Se lanzó Threads, la nueva red social de Meta que pretende destronar a Twitter. Esta aplicación, que es como si al pájaro celeste le faltara un golpe de horno, está vinculada a Instagram - el usuario es el mismo.
El algoritmo te trae entonces a todas esas cuentas que te aparecen en la lupita - millones de influencers latinos y cuentas de memes robados que no están acostumbrados a los código y al know-how de una red social basada principalmente principalmente en texto y que gritan al mismo tiempo.
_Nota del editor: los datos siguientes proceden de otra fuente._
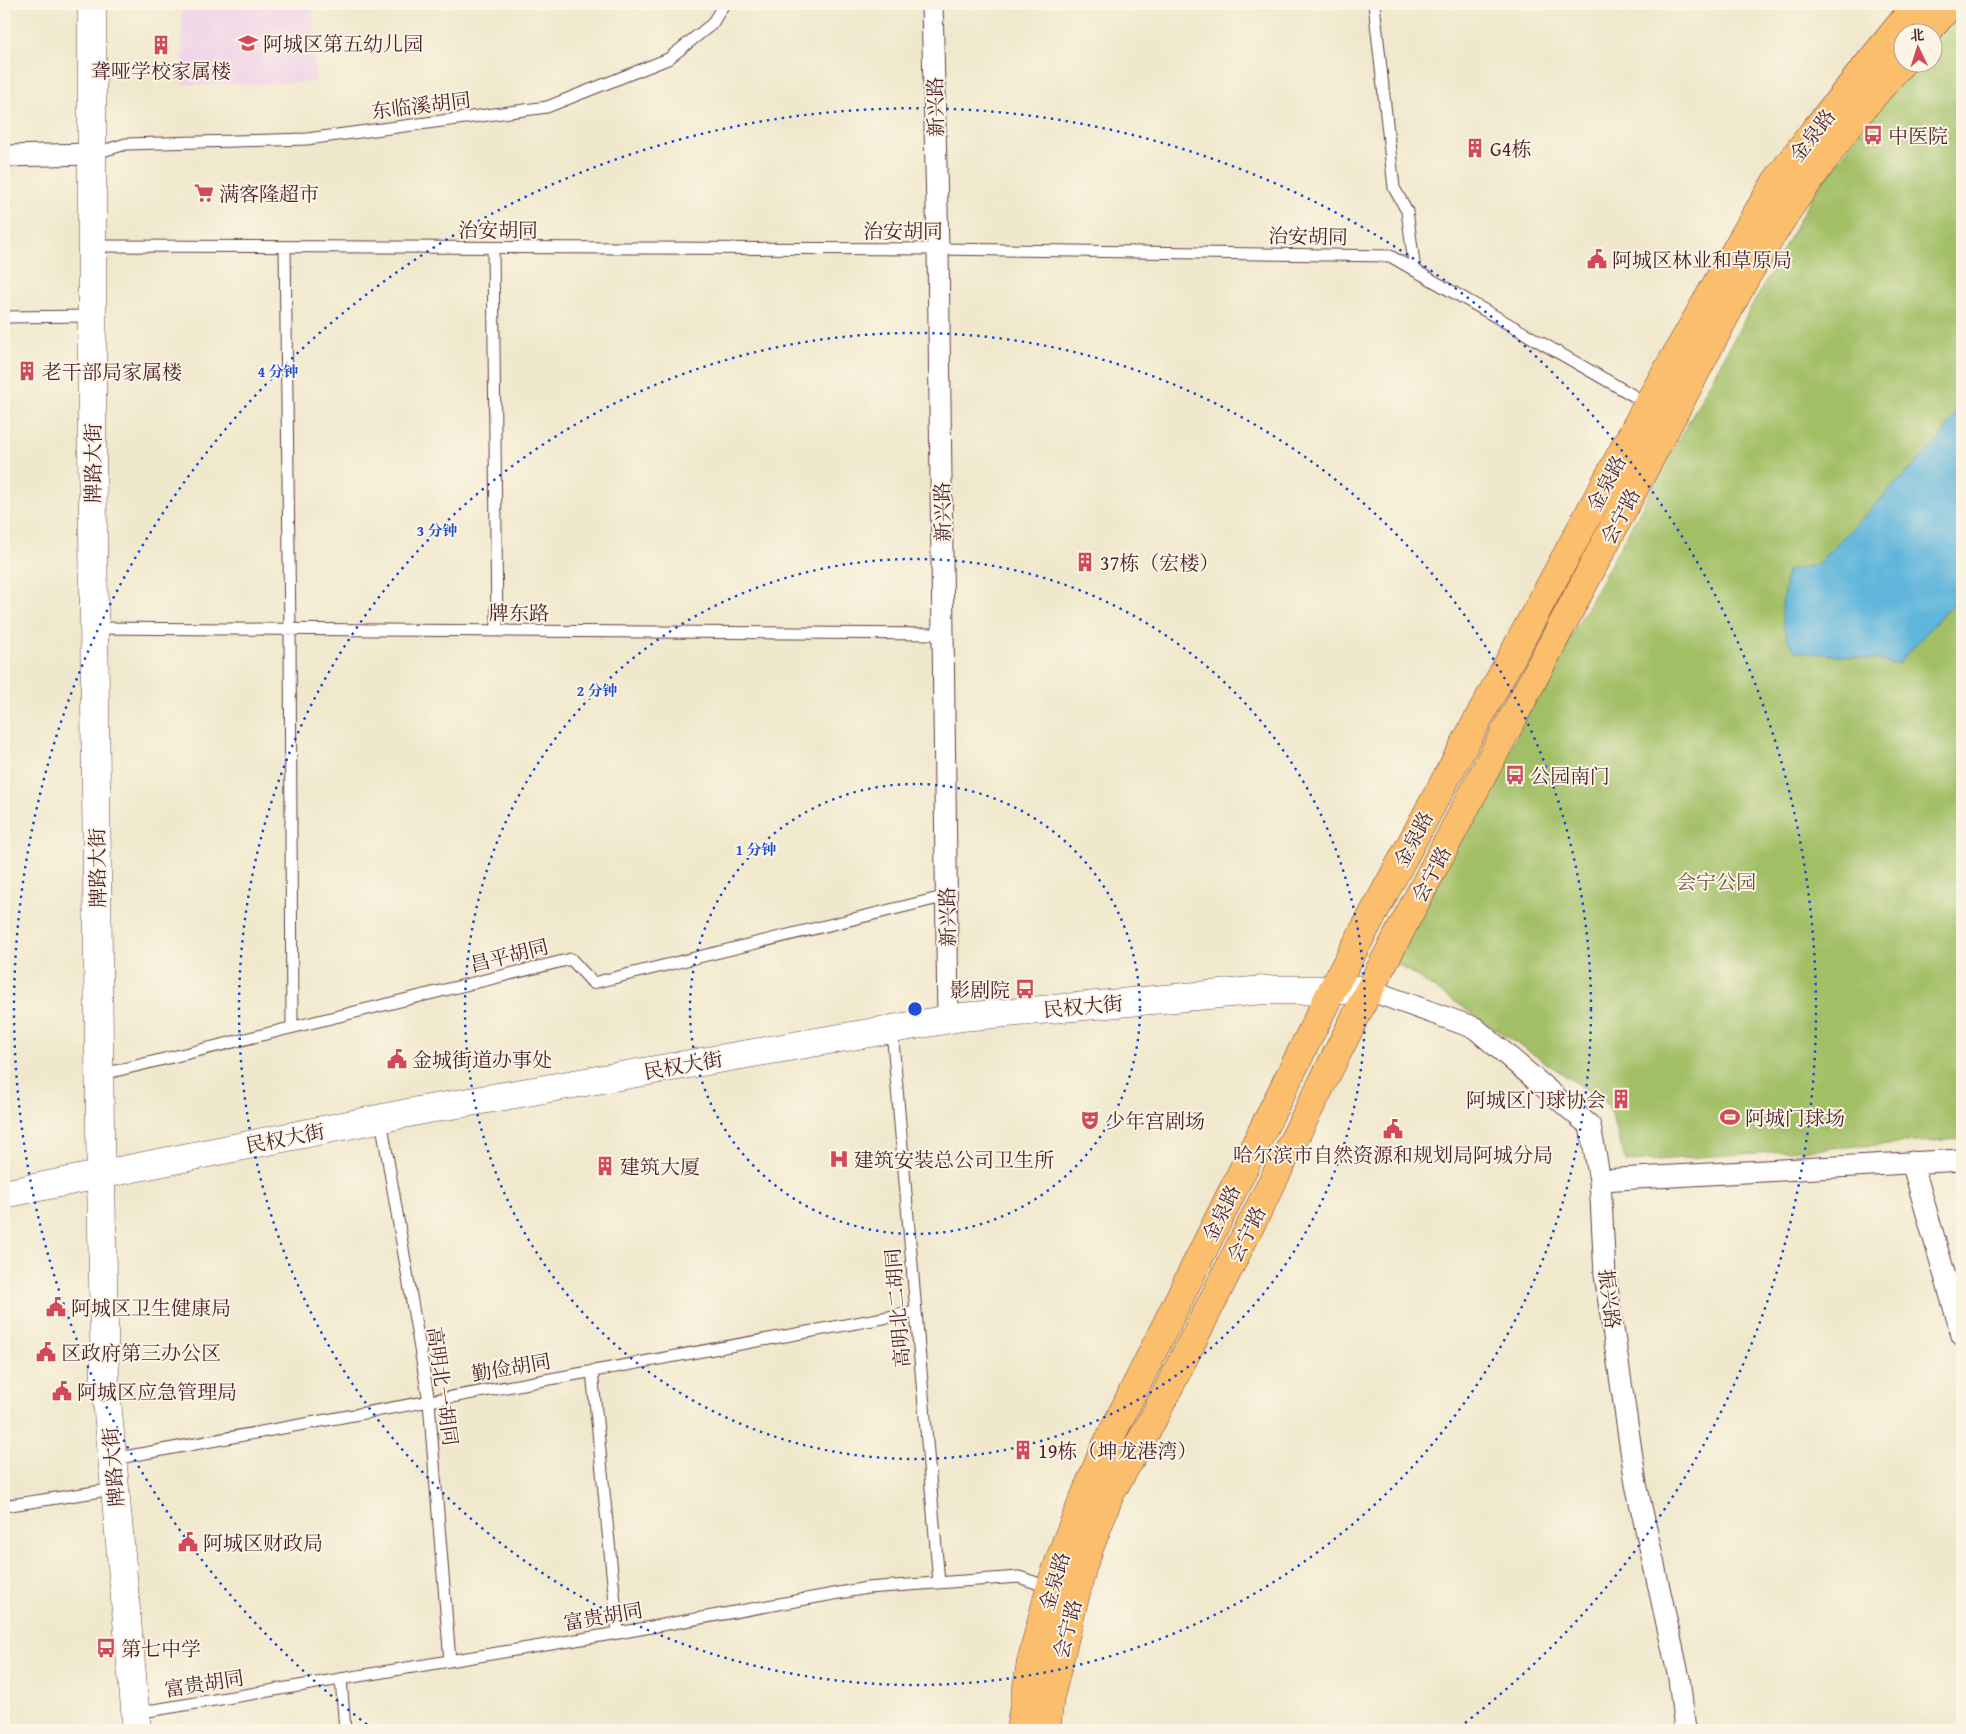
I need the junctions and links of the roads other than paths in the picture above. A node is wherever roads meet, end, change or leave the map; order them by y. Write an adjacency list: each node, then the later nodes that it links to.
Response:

Por otro lado, también te ofrece la posibilidad de seguir automáticamente autoseguir a toda la gente que ya estás siguiendo en Instagram.
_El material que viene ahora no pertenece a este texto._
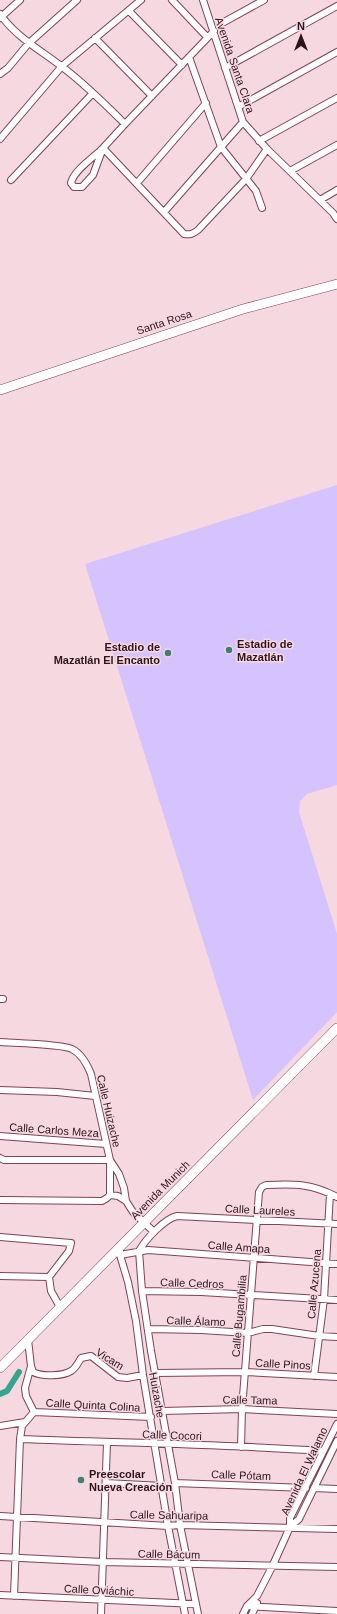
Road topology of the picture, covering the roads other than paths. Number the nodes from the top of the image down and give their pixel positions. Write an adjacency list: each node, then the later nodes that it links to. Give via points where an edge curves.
1 (20, 0): 10 (street)
2 (77, 0): 15 (street)
3 (141, 0): 9 (street)
4 (172, 0): 13 (street)
5 (203, 0): 12 (street, Avenida Santa Clara)
6 (264, 0): 11 (street)
7 (334, 0): 8 (street)
8 (337, 5): 20 (street)
9 (129, 11): 14 (street); 18 (street)
10 (1, 16): 15 (street)
11 (224, 22)
12 (214, 31): 13 (street); 20 (street, Avenida Santa Clara)
13 (207, 37): 17 (street)
14 (95, 38): 19 (street); 23 (street)
15 (28, 44): 19 (street); 21 (street)
16 (337, 52): 26 (street)
17 (188, 57): 18 (street); 25 (street)
18 (182, 65): 23 (street)
19 (62, 66): 22 (street); 29 (street)
20 (225, 68): 26 (street, Avenida Santa Clara)
21 (0, 74)
22 (93, 93): 28 (street); 37 (street)
23 (152, 96): 28 (street)
24 (337, 98): 30 (street)
25 (206, 103): 32 (street); 38 (street)
26 (238, 107): 27 (street, Avenida Santa Clara)
27 (244, 122): 30 (street, Avenida Santa Clara); 32 (street)
28 (125, 124): 33 (street)
29 (0, 139)
30 (259, 141): 34 (street, Avenida Santa Clara)
31 (337, 145): 35 (street)
32 (221, 147): 36 (street); 42 (street)
33 (103, 148): 33 (street, via 82,166 72,179 71,184 74,187 82,187 93,175); 38 (street)
34 (267, 149): 35 (street, Avenida Santa Clara); 36 (street)
35 (290, 171): 40 (street, Avenida Santa Clara)
36 (246, 179): 41 (street, via 256,191); 42 (street, via 194,234 184,234)
37 (12, 180)
38 (137, 183): 42 (street)
39 (337, 190): 40 (street)
40 (320, 200): 43 (street, Avenida Santa Clara)
41 (262, 208)
42 (164, 212)
43 (337, 219)
44 (337, 284): 45 (main road, Santa Rosa, via 243,309)
45 (2, 387)
46 (337, 1028): 60 (main road, Avenida Munich)
47 (0, 1042): 49 (street, Calle Huizache, via 70,1048 87,1064)
48 (0, 1090): 49 (street)
49 (95, 1096): 51 (street, Calle Huizache)
50 (0, 1136): 51 (street, Calle Carlos Meza)
51 (106, 1144): 53 (street, Calle Huizache)
52 (0, 1158): 53 (street)
53 (110, 1160): 55 (street); 58 (street, Calle Huizache, via 119,1174)
54 (330, 1194): 56 (street); 59 (street, Calle Bugambilia, via 295,1184 266,1185 258,1192); 61 (street, Calle Azucena)
55 (108, 1197): 57 (street, via 102,1201); 58 (street, via 118,1196)
56 (337, 1197)
57 (0, 1200)
58 (126, 1201): 60 (street, Calle Huizache)
59 (256, 1220): 61 (street, Calle Laureles); 63 (street, Calle Laureles, via 182,1215 174,1217); 67 (street, Calle Bugambilia)
60 (144, 1223): 63 (street, Calle Huizache); 65 (main road, Avenida Munich)
61 (329, 1224): 62 (street, Calle Laureles); 68 (street, Calle Azucena)
62 (337, 1224)
63 (154, 1232): 66 (street)
64 (0, 1237): 71 (street, via 69,1243 69,1251)
65 (120, 1251): 66 (street, Calle Amapa); 73 (street, Huizache); 78 (main road, Avenida Munich)
66 (139, 1251): 67 (street, Calle Amapa); 72 (street, Huizache)
67 (254, 1258): 68 (street, Calle Amapa); 75 (street, Calle Bugambilia)
68 (327, 1263): 69 (street, Calle Amapa); 76 (street, Calle Azucena)
69 (337, 1264)
70 (0, 1276): 71 (street)
71 (48, 1276): 78 (street, via 51,1291)
72 (141, 1280): 73 (street); 74 (street, Huizache)
73 (128, 1282): 80 (street, Huizache)
74 (142, 1291): 75 (street, Calle Cedros); 79 (street, Huizache)
75 (251, 1296): 76 (street, Calle Cedros); 82 (street, Calle Bugambilia)
76 (324, 1299): 77 (street, Calle Cedros); 83 (street, Calle Azucena)
77 (337, 1300)
78 (60, 1307): 85 (main road, Avenida Munich)
79 (147, 1320): 80 (street); 81 (street, Huizache)
80 (136, 1321): 90 (street, Huizache)
81 (149, 1329): 82 (street, Calle Álamo); 89 (street, Huizache)
82 (248, 1333): 83 (street, Calle Álamo, via 272,1329); 88 (street, Calle Bugambilia)
83 (319, 1336): 84 (street, Calle Álamo); 91 (street, Calle Azucena)
84 (337, 1337)
85 (28, 1340): 86 (street); 87 (main road, Avenida Munich)
86 (30, 1366): 90 (street, Vicam, via 33,1372 38,1374 65,1374 74,1368 81,1358 91,1356 118,1377); 95 (street, via 25,1388)
87 (0, 1368)
88 (245, 1372): 89 (street, Calle Pinos); 91 (street, Calle Pinos); 93 (street, Calle Bugambilia)
89 (155, 1373): 94 (street, Huizache)
90 (143, 1375): 97 (street, Huizache)
91 (314, 1376): 92 (street, Calle Pinos)
92 (337, 1377)
93 (242, 1409): 94 (street, Calle Tama); 96 (street, Calle Tama); 106 (street, Calle Bugambilia)
94 (162, 1411): 105 (street, Huizache)
95 (34, 1412): 97 (street, Calle Quinta Colina); 98 (street)
96 (337, 1414)
97 (151, 1417): 104 (street, Huizache)
98 (25, 1422): 100 (street); 101 (street)
99 (337, 1424): 107 (street, Avenida El Walamo)
100 (0, 1426)
101 (20, 1439): 103 (street, Calle Cocori); 116 (street)
102 (337, 1441): 108 (street, Avenida El Walamo)
103 (107, 1443): 104 (street, Calle Cocori); 109 (street)
104 (155, 1444): 105 (street, Calle Cocori); 111 (street, Huizache)
105 (168, 1445): 106 (street, Calle Cocori); 110 (street, Huizache)
106 (241, 1446): 107 (street, Calle Cocori)
107 (323, 1451): 112 (street, Avenida El Walamo)
108 (335, 1451): 113 (street, Avenida El Walamo)
109 (106, 1483): 111 (street); 117 (street)
110 (175, 1483): 112 (street, Calle Pótam); 118 (street, Huizache)
111 (162, 1486): 119 (street, Huizache)
112 (306, 1488): 120 (street, Avenida El Walamo, via 290,1518)
113 (314, 1488): 114 (street); 120 (street, Avenida El Walamo, via 299,1519)
114 (337, 1489)
115 (0, 1516): 116 (street, Calle Sahuaripa)
116 (17, 1517): 117 (street, Calle Sahuaripa); 123 (street)
117 (104, 1523): 119 (street, Calle Sahuaripa); 124 (street)
118 (180, 1525): 119 (street, Calle Sahuaripa); 120 (street, Calle Sahuaripa); 126 (street, Huizache)
119 (168, 1526): 125 (street, Huizache)
120 (290, 1527): 121 (street, Calle Sahuaripa); 127 (street, Avenida El Walamo)
121 (337, 1529)
122 (0, 1557): 123 (street, Calle Bácum)
123 (15, 1557): 124 (street, Calle Bácum); 130 (street)
124 (103, 1562): 125 (street, Calle Bácum); 132 (street)
125 (175, 1564): 126 (street, Calle Bácum); 133 (street, Huizache)
126 (188, 1564): 127 (street, Calle Bácum); 134 (street, Huizache)
127 (272, 1566): 128 (street, Calle Bácum); 131 (street, Avenida El Walamo)
128 (337, 1567)
129 (0, 1595): 130 (street, Calle Oviáchic)
130 (14, 1596): 132 (street, Calle Oviáchic)
131 (257, 1596): 135 (street, Avenida El Walamo); 136 (street, Avenida El Walamo)
132 (101, 1600): 133 (street, Calle Oviáchic); 138 (street)
133 (183, 1604): 134 (street, Calle Oviáchic); 139 (street, Huizache)
134 (196, 1604): 140 (street, Huizache)
135 (247, 1606): 136 (street); 141 (street, Avenida El Walamo)
136 (256, 1606): 137 (street); 142 (street, Avenida El Walamo)
137 (337, 1610)
138 (100, 1614)
139 (185, 1614)
140 (198, 1614)
141 (243, 1614)
142 (252, 1614)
Para es terrible para los que tenemos una estricta curaduría de contenido y de gente - no es el mismo público con el que queremos o tenemos que interactuar en una red que en la otra.
Pero además, trae a la luz gente a la que tenías silenciada desde hace años y que seguís por compromiso o - lo peor - a gente que ya no está.
Cada vez que abro la aplicación me aparece la posibilidad de seguir a mi vieja y a mi hermana, que partieron hace rato. Es ridículo, triste y gracioso, todo al mismo tiempo. Por esto, revivo (qué elección oportuna de verbo) algo que escribí al respecto hace unos años y que creo merece la pena rescatar. Saludos.
¿Hay vida en la red después de la muerte?
Una búsqueda rápida en Google devuelve sitios que informan qué opciones de cuentas in memoriam tienen las plataformas más usadas, e incluso algunos que ayudan a planear un testamento digital, la letra fina para indicarle a los que te sobrevivan qué hacer con tu información. Parece ridículo.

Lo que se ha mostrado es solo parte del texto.